OPERATIONS = {"plus": '+', "minus": '-', "multiplied": '*', "divided": '/'}


def answer(question):
    if not question.startswith("What is") or "cubed" in question:
        raise ValueError("unknown operation")
    
    question = question.removeprefix("What is").removesuffix("?").strip()

    if not question:
        raise ValueError("syntax error")

    formula = []
    for operation in question.split():
        if operation == 'by':
            continue
        else:
            formula.append(OPERATIONS.get(operation, operation))

    while len(formula) > 1:
        try:
            x_value, y_value = int(formula[0]), int(formula[2])
            symbol = formula[1]
            remainder = formula[3:]

            if symbol == "+":
                formula = [x_value + y_value] + remainder
            elif symbol == "-":
                formula = [x_value - y_value] + remainder
            elif symbol == "*":
                formula = [x_value * y_value] + remainder
            elif symbol == "/":
                formula = [x_value / y_value] + remainder
            else:
                raise ValueError("syntax error")
        except:
            raise ValueError("syntax error")

    return int(formula[0])

…and you wouldn’t even have to use a dictionary here. You could do a replace instead. And you could use list methods instead of bracket notation. (Edit: list methods are actually more complicated.)

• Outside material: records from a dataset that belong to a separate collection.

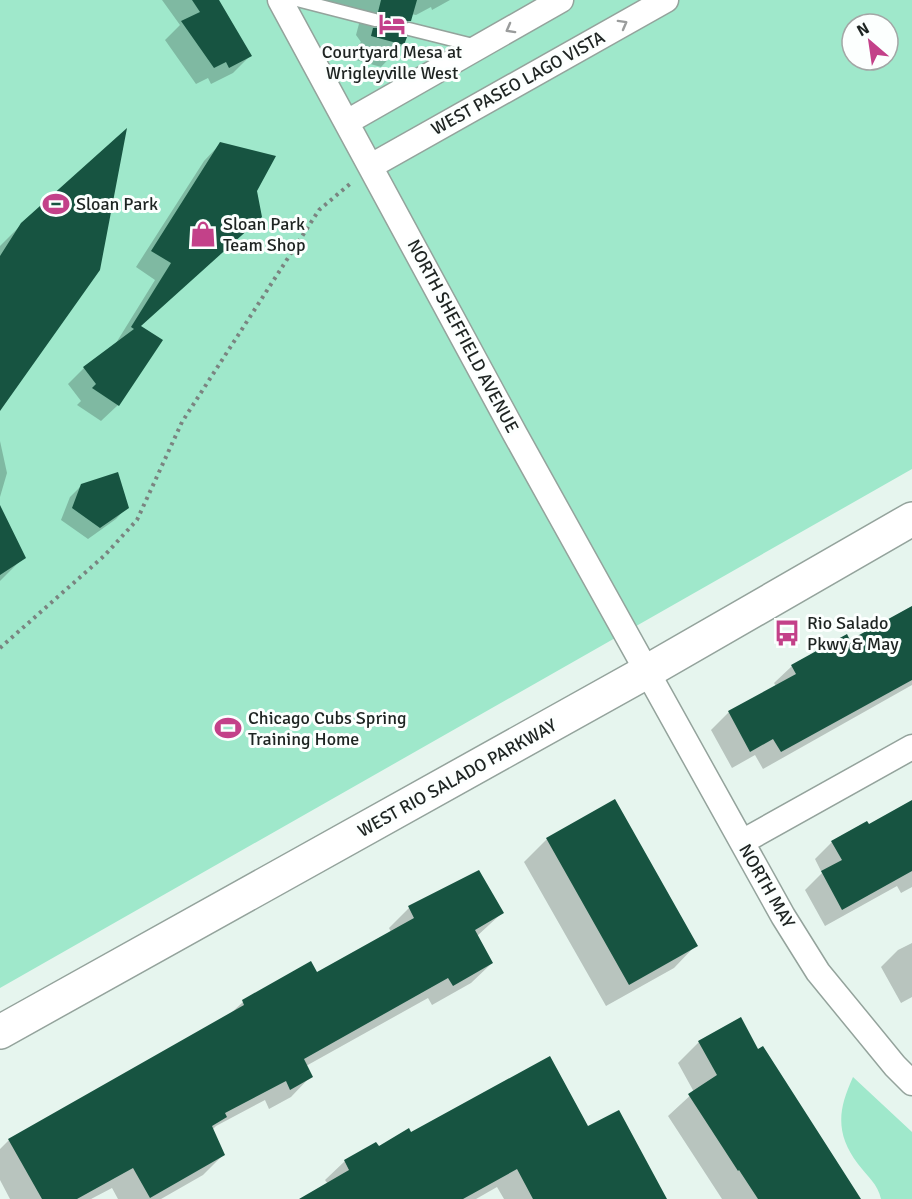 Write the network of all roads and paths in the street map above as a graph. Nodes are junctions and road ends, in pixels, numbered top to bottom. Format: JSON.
{"nodes":[{"id":1,"x":280,"y":0,"type":"edge"},
{"id":2,"x":297,"y":0,"type":"edge"},
{"id":3,"x":561,"y":0,"type":"edge"},
{"id":4,"x":666,"y":0,"type":"edge"},
{"id":5,"x":375,"y":20,"type":"dead end"},
{"id":6,"x":409,"y":29,"type":"dead end"},
{"id":7,"x":478,"y":47,"type":"junction"},
{"id":8,"x":346,"y":122,"type":"junction"},
{"id":9,"x":371,"y":166,"type":"junction"},
{"id":10,"x":912,"y":519,"type":"edge"},
{"id":11,"x":0,"y":648,"type":"edge"},
{"id":12,"x":648,"y":671,"type":"junction"},
{"id":13,"x":912,"y":747,"type":"edge"},
{"id":14,"x":742,"y":842,"type":"junction"},
{"id":15,"x":0,"y":1032,"type":"edge"},
{"id":16,"x":912,"y":1083,"type":"edge"}],
"edges":[{"from":1,"to":8,"type":"street","name":"NORTH SHEFFIELD AVENUE"},
{"from":2,"to":5,"type":"lane"},
{"from":3,"to":7,"type":"street","one_way":true},
{"from":9,"to":4,"type":"street","name":"WEST PASEO LAGO VISTA","one_way":true},
{"from":6,"to":7,"type":"lane"},
{"from":7,"to":8,"type":"street"},
{"from":8,"to":9,"type":"street","name":"NORTH SHEFFIELD AVENUE"},
{"from":9,"to":11,"type":"path"},
{"from":9,"to":12,"type":"street","name":"NORTH SHEFFIELD AVENUE"},
{"from":10,"to":12,"type":"main road","name":"WEST RIO SALADO PARKWAY"},
{"from":12,"to":14,"type":"street","name":"NORTH MAY"},
{"from":12,"to":15,"type":"main road","name":"WEST RIO SALADO PARKWAY"},
{"from":13,"to":14,"type":"street"},
{"from":14,"to":16,"type":"street","name":"NORTH MAY"}]}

But here is a version without the dictionary or dictionary lookup, using str.replace and an if-elif-else block:


def answer(question):
    if not question.startswith("What is") or "cubed" in question:
        raise ValueError("unknown operation")
    
    question = question.removeprefix("What is")
    question = question.removesuffix("?")
    question = question.replace("by", "")
    question = question.strip()

    if not question:
        raise ValueError("syntax error")

    formula = question.split()
    while len(formula) > 1:
        try:
            x_value = int(formula[0])
            y_value = int(formula[2])
            symbol = formula[1]
            remainder = formula[3:]

            if symbol == "plus":
                formula = [x_value + y_value] + remainder
            elif symbol == "minus":
                formula = [x_value - y_value] + remainder
            elif symbol == "multiplied":
                formula = [x_value * y_value] + remainder
            elif symbol == "divided":
                formula = [x_value / y_value] + remainder
            else:
                raise ValueError("syntax error")
        except:
            raise ValueError("syntax error")

    return int(formula[0])

Difficulty 5 would put it on par with Forth and Binary Tree - and those are much much harder.

A hints file has now also been added to the exercise.